Es gibt also rein technisch bedingt keine perfekte Lösung für dieses Problem, man muss sich auf einen Kompromiss einlassen:
- entweder lehnt man zum SMTP-Zeitpunkt gar keine Mails ab (damit keine Bounces erzeugt werden dürfen Spam-Mails dann auch nur stillschweigend in einen Spam-Ordner verschoben werden; klappt nicht mit reinen Mail-Weiterleitungen),
- oder man berücksichtigt bei mehreren Empfängern nur die Spam-Einstellungen des ersten Empfängers (also auch nur dessen Whitelist/Blacklist usw.)
Unserer Erfahrung nach ist die Zustellung einer Mail an mehrere Empfänger auf einem Zielserver relativ selten (Ausnahme: "lokal" gesendete Mails, z.B. Rundschreiben/CC innerhalb einer Empfängerdomain; lokal eingelieferte Mails lassen sich aber am SASL-Header erkennen und können von einer Spam-Filterung ausgenommen werden).
Gleichzeitig ist die erste Variante ("Spam-Ordner") in der Praxis etwas problematisch, da die Postfachnutzer nichts davon mitbekommen, dass eine Mail im Spam-Ordner liegt; wer Mails per POP3 abruft bekommt das überhaupt nicht mit. Man könnte dann zwar z.B. einen wöchentlichen Spam-Report verschicken, die meisten Nutzer erwarten aber dass Mails "sofort" zugestellt werden (sowohl als Absender als auch Empfänger).
Unsere Lösung besteht nun darin, dass wir einen eigenen Milter-Service implementieren (liveconfig-milter). Ein Milter-Dienst ist bei Postfix rein technisch die einzige Möglichkeit, Mails nach dem DATA-Event abzugreifen und dann ggf. noch abzulehnen. Zudem kümmert sich dieses Tool um die Weiterleitung einer Mail durch SpamAssassin (via spamd) und sendet dabei den Ort der benutzerspezifischen SpamAssassin-Konfiguration mit - das ist etwas, was kein anderer uns bekannter Milter-Dienst beherrscht.
Der Code ist (wie immer bei uns ;-)) in C geschrieben damit alles schön performant & ressourcenschonend läuft und wird nach Fertigstellung unter einer Open-Source-Lizenz freigegeben.

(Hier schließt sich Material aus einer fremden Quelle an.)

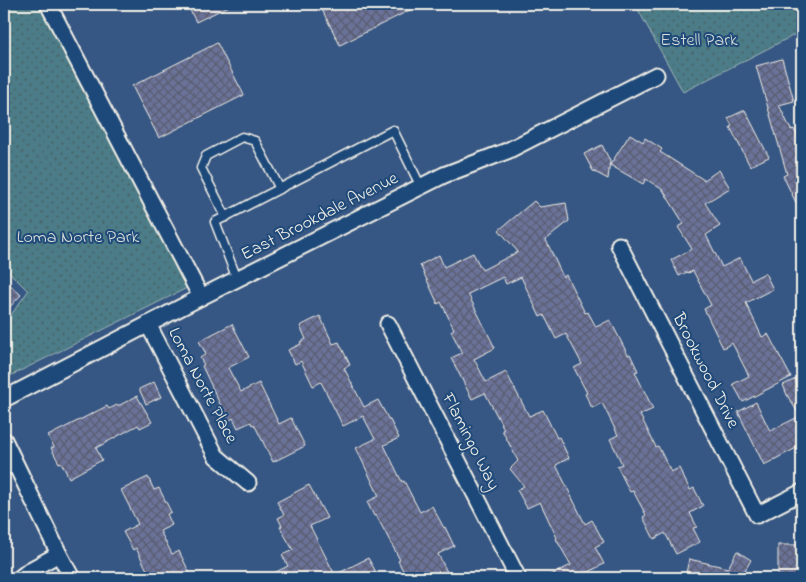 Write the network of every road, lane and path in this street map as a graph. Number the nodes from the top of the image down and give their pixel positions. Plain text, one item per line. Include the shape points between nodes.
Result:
1 (48, 4) edge
2 (656, 75) dead end
3 (420, 187) junction
4 (280, 189) junction
5 (226, 216) junction
6 (619, 245) dead end
7 (237, 279) junction
8 (201, 297) junction
9 (148, 324) junction
10 (388, 324) dead end
11 (4, 399) edge
12 (4, 440) edge
13 (10, 469) edge
14 (248, 483) dead end
15 (802, 492) edge
16 (59, 554) junction
17 (20, 578) edge
18 (72, 578) edge
19 (518, 578) edge

1 - 8 street
2 - 3 street, East Brookdale Avenue via 507,151
3 - 4 lane via 394,130
3 - 7 street, East Brookdale Avenue
4 - 5 lane
4 - 5 lane via 255,141 242,137 206,156 201,168
5 - 7 lane via 215,222
6 - 15 street, Brookwood Drive via 758,515
7 - 8 street, East Brookdale Avenue
8 - 9 street, East Brookdale Avenue
9 - 11 street, East Brookdale Avenue
9 - 14 street, Loma Norte Place via 216,456
10 - 19 street, Flamingo Way
12 - 13 street
13 - 16 street
16 - 17 street
16 - 18 street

Ich hoffe, damit für etwas mehr Verständnis bei der Mail-Konfiguration gesorgt zu haben. Für einen zuverlässigen, stabilen und rechtssicheren Mailserverbetrieb gehört eben etwas mehr dazu als eine Quick&Dirty-Integration vom SpamAssassin.
Und weil ich gerade dabei bin: wir haben noch ein anderes Tool entwickelt, mit dem Logfiles (u.a. auch das Postfix-Log) ausgewertet werden können, um Statistiken über den Versand und Empfang von E-Mails pro E-Mail-Adresse erzeugen zu können. Dieses Tool (lclogparse) ist inzwischen fertig und läuft bei uns seit rund drei Wochen auf einem produktiven Mailserver völlig problemlos. Hier fehlt nun "nur" noch das Auslesen der aggregierten Statistikdaten und die Anzeige im LiveConfig; das alles kommt mit in die nächste Version (v1.7.2).